**Input records**
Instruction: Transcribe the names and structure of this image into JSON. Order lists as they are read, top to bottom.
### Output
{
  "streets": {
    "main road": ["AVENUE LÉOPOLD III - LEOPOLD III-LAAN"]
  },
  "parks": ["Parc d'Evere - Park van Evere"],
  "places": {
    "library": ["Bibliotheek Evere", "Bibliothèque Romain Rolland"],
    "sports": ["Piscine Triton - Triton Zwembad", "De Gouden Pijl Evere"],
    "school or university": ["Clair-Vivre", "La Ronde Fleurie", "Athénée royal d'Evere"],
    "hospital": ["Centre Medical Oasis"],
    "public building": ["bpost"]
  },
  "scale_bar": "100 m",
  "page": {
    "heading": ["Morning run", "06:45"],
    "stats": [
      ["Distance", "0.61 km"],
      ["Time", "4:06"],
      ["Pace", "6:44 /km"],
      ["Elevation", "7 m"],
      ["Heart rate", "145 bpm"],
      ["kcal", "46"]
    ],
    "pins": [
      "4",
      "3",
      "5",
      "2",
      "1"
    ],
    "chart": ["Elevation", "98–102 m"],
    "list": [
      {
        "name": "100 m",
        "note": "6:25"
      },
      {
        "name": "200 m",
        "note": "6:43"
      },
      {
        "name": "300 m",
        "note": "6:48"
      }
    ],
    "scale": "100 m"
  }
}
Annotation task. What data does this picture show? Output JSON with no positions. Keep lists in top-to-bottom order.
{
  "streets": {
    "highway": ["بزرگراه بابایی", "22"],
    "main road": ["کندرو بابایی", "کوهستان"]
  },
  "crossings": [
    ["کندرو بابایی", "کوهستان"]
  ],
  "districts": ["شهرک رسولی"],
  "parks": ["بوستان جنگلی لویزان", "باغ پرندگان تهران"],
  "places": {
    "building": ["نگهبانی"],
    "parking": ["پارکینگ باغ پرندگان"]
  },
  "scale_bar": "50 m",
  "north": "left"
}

**Directions for this task**
Bring together all lines in the records where the word "JSON" is found.

**Solution**
Instruction: Transcribe the names and structure of this image into JSON. Order lists as they are read, top to bottom.
Annotation task. What data does this picture show? Output JSON with no positions. Keep lists in top-to-bottom order.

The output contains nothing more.